Outgoing Mi-so (Kim Da-mi) and introverted Ha-eun (Jeon So-nee) couldn't be more different, but they become fast friends when they meet at 13-years-old on Jeju Island. This gorgeous film, adapted from the Chinese film of the same name, follows the pair over the next 14 years of meeting and parting, friendship and love, longing and jealousy. Byeon Woo-seok also stars as their teenage classmate Jin-woo.
This feature-film debut of Korean-Canadian playwright Celine Song has been racking up stellar reviews since making its debut at the Sundance Film Festival. It follows two long-lost childhood friends, as Nora (Greta Lee) reunites with Hae Sung (Love to Hate You's Teo Yoo) years after her family's emigration from South Korea tore them apart.
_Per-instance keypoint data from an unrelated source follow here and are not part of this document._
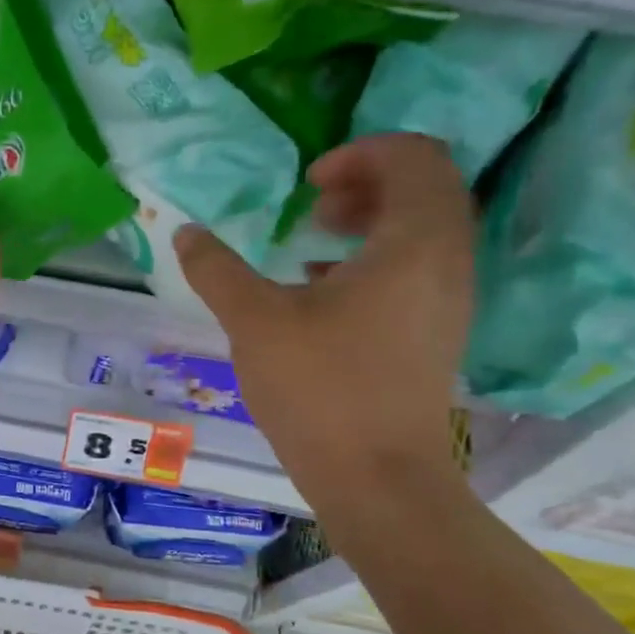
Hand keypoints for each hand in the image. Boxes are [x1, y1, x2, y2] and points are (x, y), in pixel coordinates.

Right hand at [175, 134, 475, 504]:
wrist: (378, 480)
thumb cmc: (320, 389)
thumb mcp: (255, 320)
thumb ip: (217, 269)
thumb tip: (185, 232)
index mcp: (415, 243)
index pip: (414, 157)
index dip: (360, 153)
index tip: (308, 184)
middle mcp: (447, 262)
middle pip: (426, 188)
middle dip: (366, 182)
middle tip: (313, 205)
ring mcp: (448, 301)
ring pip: (423, 230)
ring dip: (371, 219)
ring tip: (315, 241)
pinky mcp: (435, 333)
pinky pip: (417, 268)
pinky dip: (376, 258)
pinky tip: (323, 288)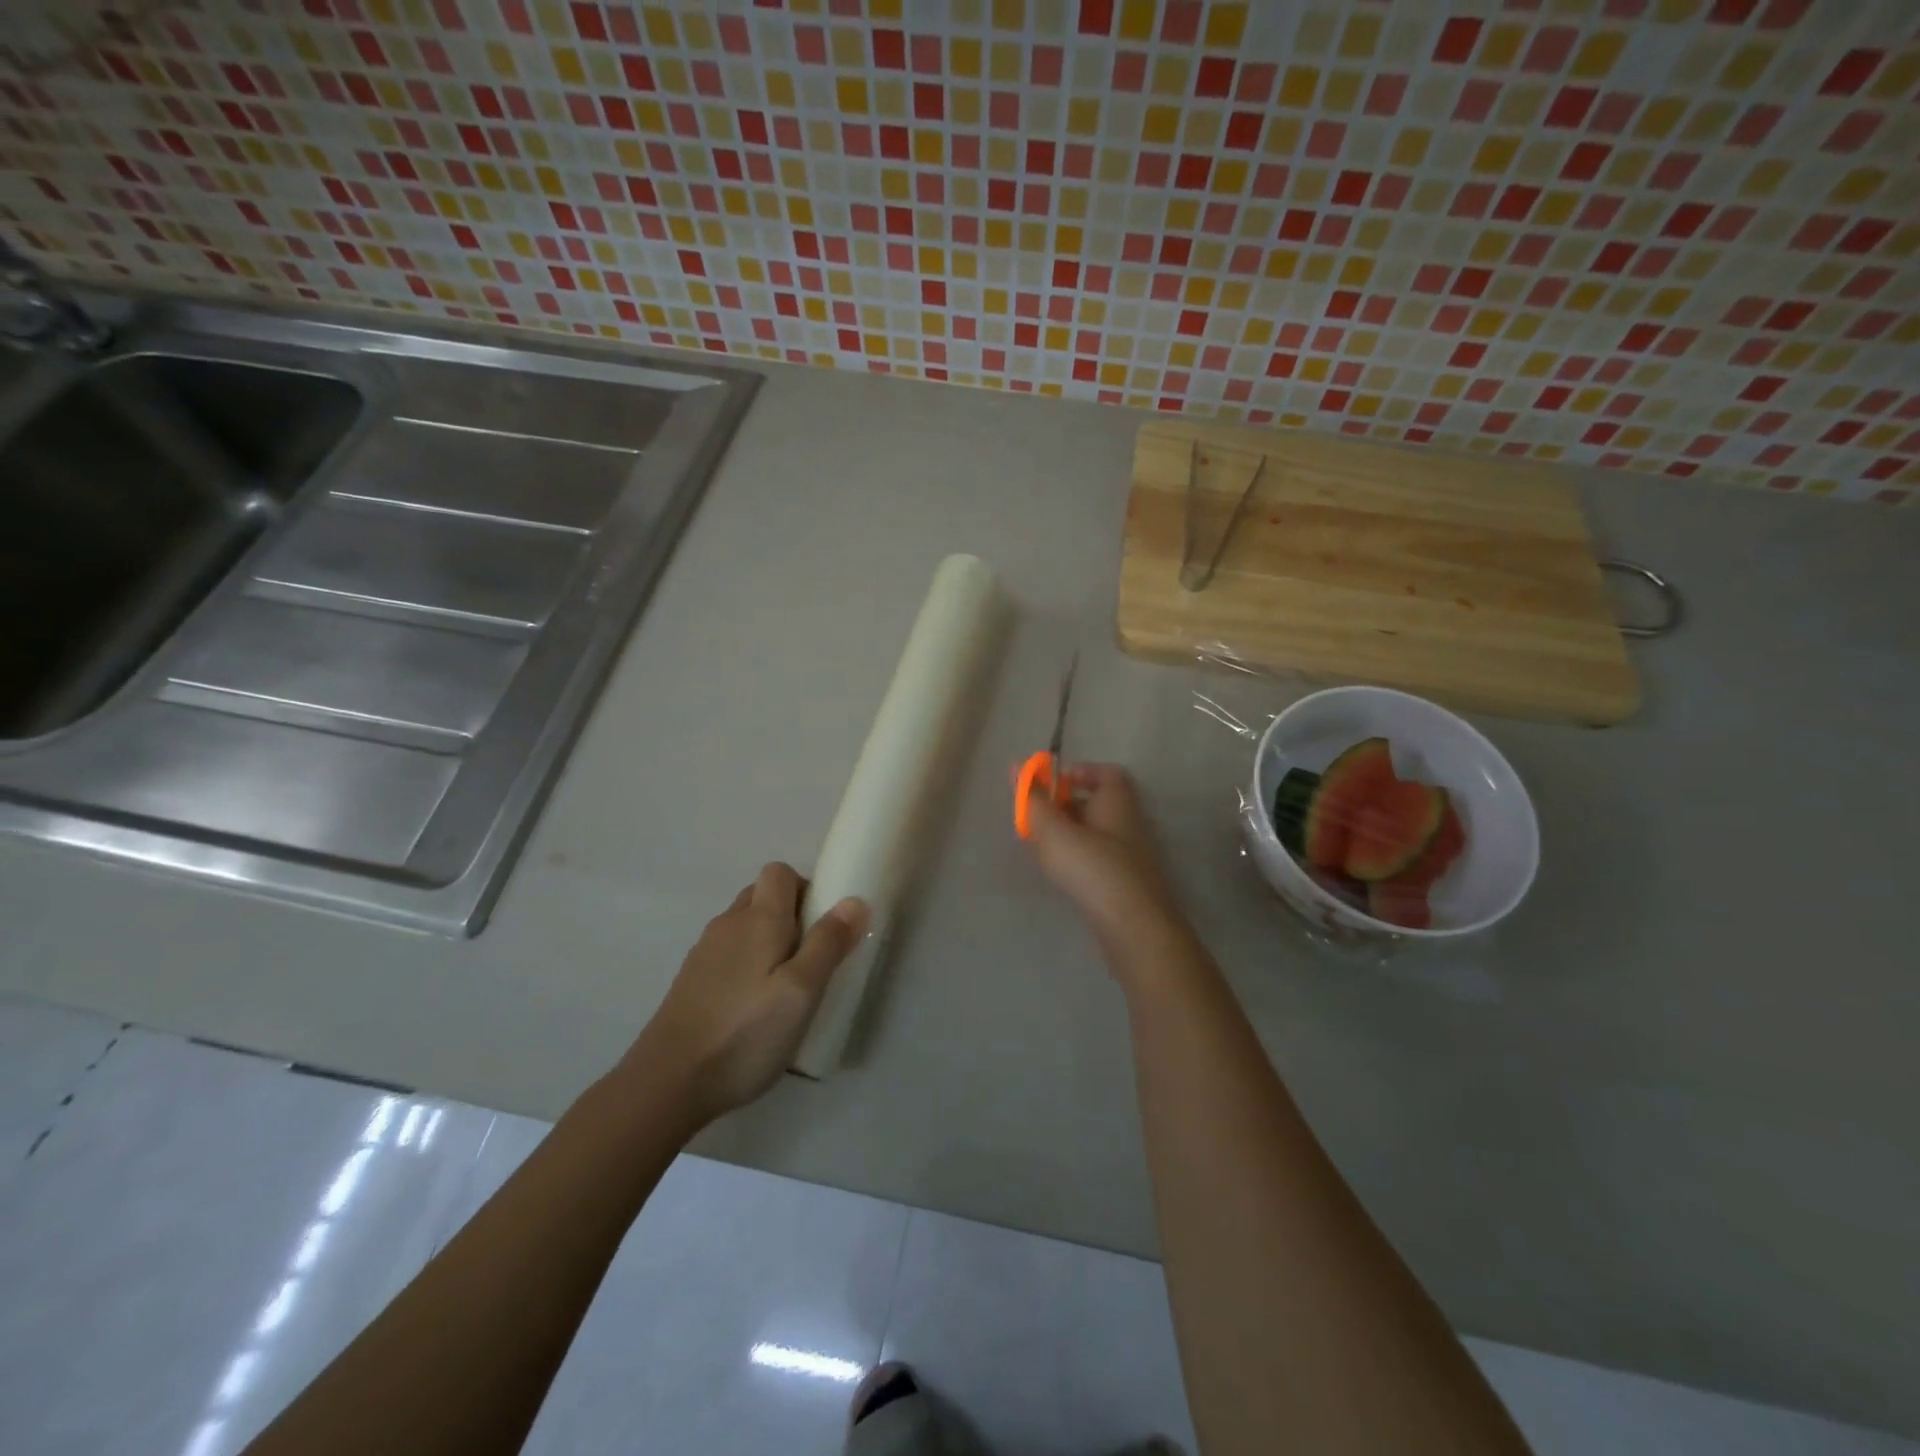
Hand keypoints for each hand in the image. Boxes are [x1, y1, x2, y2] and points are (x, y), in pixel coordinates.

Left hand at [624, 863, 865, 1126]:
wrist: (667, 1083)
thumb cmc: (745, 1034)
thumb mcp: (802, 992)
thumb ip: (828, 943)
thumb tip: (854, 900)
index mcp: (758, 919)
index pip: (779, 872)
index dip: (805, 889)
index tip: (822, 926)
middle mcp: (728, 925)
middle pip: (761, 896)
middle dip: (790, 915)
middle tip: (809, 959)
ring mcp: (704, 952)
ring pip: (744, 926)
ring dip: (768, 942)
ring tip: (784, 989)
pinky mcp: (691, 981)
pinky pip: (728, 954)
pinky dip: (746, 966)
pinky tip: (752, 1008)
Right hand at [1025, 763, 1186, 955]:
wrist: (1134, 928)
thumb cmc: (1093, 868)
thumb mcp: (1054, 831)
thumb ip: (1033, 800)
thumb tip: (1015, 766)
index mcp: (1117, 802)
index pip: (1106, 774)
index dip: (1079, 773)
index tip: (1051, 783)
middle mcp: (1128, 823)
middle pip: (1095, 804)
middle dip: (1063, 807)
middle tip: (1034, 818)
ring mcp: (1130, 856)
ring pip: (1094, 834)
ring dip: (1066, 836)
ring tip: (1038, 848)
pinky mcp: (1125, 883)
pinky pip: (1096, 860)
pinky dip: (1075, 859)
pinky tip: (1057, 873)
As the married Nora and visiting Hae Sung wander the streets of New York City, they wonder what their lives would be like if they chose one another.
'The Roundup: No Way Out'
This third installment of the Crime City series—after 2017's The Outlaws and last year's The Roundup—pits "beast cop" Ma Seok-do (Train to Busan's Don Lee) against Joo Seong-cheol (Stranger's Lee Joon-hyuk), a conglomerate heir who teams up with Japanese mob boss Riki (Munetaka Aoki) to commit heinous crimes across Korea.
Premiere: June 2 in theaters
This sports comedy centers a team of inexperienced players trying out for the Homeless World Cup, an international soccer tournament. They're led by Yoon Hong-dae (Park Seo-joon), a hot-headed professional player who becomes coach of the thrown-together team as part of his disciplinary probation. As he gets to know the group of underdogs, Hong-dae learns how to become a true leader. IU also stars as documentary producer Lee So-min, who documents the team's journey all the way to the competition in Hungary.
'Road to Boston'
This emotional sports biopic tells the story of the Korean athletes who participated in the Boston International Marathon in 1947, the first global marathon held since World War II. Now liberated from Japanese colonial rule, the Korean runners have the chance to earn an international medal under their own country's flag. The country's best hope is Suh Yun-bok (Unlocked's Im Si-wan), who trains under Head Coach Son Kee-jung (Ha Jung-woo). Son, whose gold medal win at the 1936 Berlin Olympics was recorded as Japan's, badly wants Suh to win while wearing the Korean flag. Extraordinary Attorney Woo's Park Eun-bin also stars.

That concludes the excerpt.